Interesting details of Weiss Implementation of ES9018
The photos below shows the inside of the Weiss 202DAC. Notice that there is no local oscillator, the location/pads where the oscillator should be located is empty.
(photos taken from different sites in the internet. Japanese sites have the best pics)
I would suspect that the clock is provided by the audio interface chip (DICE chip) which derives its clock from its local oscillator as shown below
According to the specification of the DICE chip, the crystal frequency shall by 24.576MHz (section 126.96.36.199). This frequency multiplied by 4 results in a frequency of 98.304MHz. According to Enjoy the Music, this frequency is what is used to “drive” the ES9018 chip.
According to Russ White [link],
The best thing to do if you desired a synchronous clock is simply to supply one that is an exact multiple of the incoming bit clock. But if you do both 44.1khz and 48khz based multiples that is going to mean two master clocks. The way to do this is to use the same master clock that is actually used to generate the bit clock (by division). I have implemented this using my XMOS proto board. It works quite well, but you still want a fairly high speed clock.
Operating like this allows the DPLL to basically free wheel.
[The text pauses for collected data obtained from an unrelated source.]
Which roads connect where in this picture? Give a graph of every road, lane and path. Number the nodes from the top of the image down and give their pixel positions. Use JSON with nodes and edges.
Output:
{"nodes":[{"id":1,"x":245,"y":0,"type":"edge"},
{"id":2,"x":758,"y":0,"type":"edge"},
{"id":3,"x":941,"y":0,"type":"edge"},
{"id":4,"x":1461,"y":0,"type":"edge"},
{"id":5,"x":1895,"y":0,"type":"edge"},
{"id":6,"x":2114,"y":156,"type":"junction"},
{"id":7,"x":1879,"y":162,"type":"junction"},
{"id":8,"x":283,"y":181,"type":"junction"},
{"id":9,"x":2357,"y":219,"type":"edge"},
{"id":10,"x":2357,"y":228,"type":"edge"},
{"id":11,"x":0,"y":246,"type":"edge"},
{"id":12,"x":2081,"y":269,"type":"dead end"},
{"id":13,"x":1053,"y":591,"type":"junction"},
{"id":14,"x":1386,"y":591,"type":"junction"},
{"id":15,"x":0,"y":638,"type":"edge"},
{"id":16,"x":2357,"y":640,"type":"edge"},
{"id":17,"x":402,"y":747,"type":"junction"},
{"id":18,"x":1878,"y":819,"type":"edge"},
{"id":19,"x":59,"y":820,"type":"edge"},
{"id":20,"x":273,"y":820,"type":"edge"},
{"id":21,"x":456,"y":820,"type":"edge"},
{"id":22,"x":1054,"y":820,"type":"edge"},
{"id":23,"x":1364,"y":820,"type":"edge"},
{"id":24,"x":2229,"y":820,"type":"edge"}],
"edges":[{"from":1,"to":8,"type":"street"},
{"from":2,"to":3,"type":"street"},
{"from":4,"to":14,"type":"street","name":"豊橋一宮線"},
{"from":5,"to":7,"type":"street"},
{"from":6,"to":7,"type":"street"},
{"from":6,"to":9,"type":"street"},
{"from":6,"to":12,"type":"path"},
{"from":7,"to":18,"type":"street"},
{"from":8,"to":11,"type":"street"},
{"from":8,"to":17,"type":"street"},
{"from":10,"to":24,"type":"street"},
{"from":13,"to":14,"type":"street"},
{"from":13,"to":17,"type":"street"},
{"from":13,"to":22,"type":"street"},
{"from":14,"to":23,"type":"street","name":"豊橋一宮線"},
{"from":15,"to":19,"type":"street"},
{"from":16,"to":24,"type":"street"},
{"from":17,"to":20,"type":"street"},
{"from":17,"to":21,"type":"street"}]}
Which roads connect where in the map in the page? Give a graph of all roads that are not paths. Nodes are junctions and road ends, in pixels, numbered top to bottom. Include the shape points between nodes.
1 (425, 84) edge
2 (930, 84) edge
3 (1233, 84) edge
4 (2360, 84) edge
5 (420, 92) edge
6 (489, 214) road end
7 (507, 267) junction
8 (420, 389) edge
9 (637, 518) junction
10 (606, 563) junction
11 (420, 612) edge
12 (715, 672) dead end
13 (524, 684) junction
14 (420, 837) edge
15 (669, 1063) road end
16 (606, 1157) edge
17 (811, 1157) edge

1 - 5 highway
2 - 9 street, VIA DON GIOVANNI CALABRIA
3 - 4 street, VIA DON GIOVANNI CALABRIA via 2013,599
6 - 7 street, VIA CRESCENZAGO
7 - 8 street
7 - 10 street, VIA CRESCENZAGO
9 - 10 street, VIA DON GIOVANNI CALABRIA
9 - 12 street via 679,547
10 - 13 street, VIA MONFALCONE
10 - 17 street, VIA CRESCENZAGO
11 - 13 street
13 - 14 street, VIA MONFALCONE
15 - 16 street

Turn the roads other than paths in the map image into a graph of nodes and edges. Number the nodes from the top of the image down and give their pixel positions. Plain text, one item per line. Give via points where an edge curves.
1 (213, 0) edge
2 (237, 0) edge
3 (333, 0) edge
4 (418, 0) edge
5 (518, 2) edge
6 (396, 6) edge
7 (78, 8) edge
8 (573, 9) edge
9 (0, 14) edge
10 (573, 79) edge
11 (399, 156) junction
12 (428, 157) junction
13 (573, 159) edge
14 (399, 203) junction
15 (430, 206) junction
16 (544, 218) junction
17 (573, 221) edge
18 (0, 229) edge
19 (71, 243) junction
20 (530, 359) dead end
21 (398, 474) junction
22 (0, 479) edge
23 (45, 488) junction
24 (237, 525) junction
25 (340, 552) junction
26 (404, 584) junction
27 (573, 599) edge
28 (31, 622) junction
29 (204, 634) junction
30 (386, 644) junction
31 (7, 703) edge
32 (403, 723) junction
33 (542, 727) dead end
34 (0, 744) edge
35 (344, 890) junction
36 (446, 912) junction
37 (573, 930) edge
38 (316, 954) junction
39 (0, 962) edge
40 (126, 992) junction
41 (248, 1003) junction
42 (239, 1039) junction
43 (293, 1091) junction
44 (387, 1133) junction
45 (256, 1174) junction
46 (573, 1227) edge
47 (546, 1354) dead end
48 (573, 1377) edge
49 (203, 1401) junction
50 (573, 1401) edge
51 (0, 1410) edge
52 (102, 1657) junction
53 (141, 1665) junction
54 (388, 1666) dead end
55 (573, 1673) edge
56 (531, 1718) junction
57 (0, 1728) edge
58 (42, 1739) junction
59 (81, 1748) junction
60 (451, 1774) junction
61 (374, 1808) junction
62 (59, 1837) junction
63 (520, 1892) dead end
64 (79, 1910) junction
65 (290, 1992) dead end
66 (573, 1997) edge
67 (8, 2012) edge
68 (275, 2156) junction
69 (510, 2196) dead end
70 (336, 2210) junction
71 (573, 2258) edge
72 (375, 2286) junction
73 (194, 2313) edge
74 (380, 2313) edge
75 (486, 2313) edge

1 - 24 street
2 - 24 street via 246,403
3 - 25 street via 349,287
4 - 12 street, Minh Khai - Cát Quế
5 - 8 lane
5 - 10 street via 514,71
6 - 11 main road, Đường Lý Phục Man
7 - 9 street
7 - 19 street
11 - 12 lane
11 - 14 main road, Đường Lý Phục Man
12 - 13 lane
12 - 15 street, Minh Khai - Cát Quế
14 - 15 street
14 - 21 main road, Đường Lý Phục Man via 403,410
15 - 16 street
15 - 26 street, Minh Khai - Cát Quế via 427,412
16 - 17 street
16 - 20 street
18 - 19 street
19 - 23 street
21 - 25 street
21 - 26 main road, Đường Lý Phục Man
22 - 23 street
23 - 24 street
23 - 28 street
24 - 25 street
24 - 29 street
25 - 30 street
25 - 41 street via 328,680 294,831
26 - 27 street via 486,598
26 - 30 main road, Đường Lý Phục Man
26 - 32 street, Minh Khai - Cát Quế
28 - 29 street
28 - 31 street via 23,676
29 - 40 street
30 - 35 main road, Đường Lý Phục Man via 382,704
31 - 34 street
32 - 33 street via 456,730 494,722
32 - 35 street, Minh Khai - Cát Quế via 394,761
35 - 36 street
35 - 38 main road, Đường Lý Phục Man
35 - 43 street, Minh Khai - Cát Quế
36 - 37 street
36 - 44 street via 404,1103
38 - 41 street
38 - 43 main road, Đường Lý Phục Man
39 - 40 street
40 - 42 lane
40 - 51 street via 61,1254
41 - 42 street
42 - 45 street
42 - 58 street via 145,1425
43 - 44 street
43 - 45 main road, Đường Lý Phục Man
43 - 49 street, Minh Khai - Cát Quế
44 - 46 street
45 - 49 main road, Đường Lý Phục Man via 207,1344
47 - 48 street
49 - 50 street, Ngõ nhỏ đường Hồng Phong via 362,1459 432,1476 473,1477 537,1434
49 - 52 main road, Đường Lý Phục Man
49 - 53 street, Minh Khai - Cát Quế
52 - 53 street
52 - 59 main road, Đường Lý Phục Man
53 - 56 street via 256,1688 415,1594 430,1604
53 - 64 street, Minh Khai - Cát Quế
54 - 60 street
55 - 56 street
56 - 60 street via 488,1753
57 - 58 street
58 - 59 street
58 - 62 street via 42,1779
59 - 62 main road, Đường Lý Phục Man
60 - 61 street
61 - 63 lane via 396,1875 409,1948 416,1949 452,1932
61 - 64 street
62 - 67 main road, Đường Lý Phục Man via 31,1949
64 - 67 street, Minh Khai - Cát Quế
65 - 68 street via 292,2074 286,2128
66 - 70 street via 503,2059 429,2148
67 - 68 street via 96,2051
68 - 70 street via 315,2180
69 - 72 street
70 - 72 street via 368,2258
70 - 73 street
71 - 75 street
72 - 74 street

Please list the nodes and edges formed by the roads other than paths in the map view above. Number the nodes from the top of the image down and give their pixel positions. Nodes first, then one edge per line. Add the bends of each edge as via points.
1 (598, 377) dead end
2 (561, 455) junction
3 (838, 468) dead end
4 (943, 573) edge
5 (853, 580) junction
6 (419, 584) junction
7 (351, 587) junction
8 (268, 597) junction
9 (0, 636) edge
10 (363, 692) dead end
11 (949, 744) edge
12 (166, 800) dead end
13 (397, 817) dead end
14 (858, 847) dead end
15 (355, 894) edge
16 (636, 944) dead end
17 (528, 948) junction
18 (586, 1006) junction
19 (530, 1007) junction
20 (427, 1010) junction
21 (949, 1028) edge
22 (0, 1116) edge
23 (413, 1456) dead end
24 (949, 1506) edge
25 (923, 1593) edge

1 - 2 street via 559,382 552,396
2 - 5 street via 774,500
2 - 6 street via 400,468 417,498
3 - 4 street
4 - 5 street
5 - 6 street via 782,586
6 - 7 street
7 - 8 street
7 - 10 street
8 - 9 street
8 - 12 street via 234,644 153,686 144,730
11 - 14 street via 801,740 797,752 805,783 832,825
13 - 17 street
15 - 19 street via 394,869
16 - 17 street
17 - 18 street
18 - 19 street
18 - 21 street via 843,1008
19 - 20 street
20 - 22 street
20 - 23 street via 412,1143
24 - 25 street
It does not even have to try to maintain a lock. 🙂
This seems to imply that sample rates may be resampled to 192K (an even division of 24.576) and then sent to the DAC
People at diyaudio have been experimenting with synchronous clocking with great results. The other message here is that the forthcoming XMOS interface from TPA will allow this kind of synchronous clock interface which is favored by the likes of Weiss
C529 BATCH: SAME AS MY BUFFALO II 🙂
I think the batch number means week 52 of year 2009. Notice also the location of the Buffalo II DAC and compare to the Weiss implementation.
USE OF BUILT-IN FILTERS
I have been trying to access the programmable feature of the ESS DAC without any success. According to the review at Enjoy the Music,
1. About Filter A and B. These are stated to be “upsampling filters,” but no real detail is given in the manual. Are they similar to other manufacturers upsampling filters, i.e. one is for say 96kHz and the other for 192kHz Upsampling? Does this mean DAC202 cannot be set to bypass upsampling (44.1kHz native playback with oversampling only?).
Answer: The A and B filters are the ones used in the ES9018 DAC chip, i.e. the “factory presets” so to speak. In the ES9018 all input signals (independent of their sampling rate) are upsampled to about 1.5MHz. The B filter has a softer transition band than the A filter. We plan to add more filters to those two.
This leads me to think that even industry-leading edge people like ESS have not been able to use the programmable filter feature of the DAC. Weiss does say that they “plan to add more filters”, but right now it seems that feature is not available.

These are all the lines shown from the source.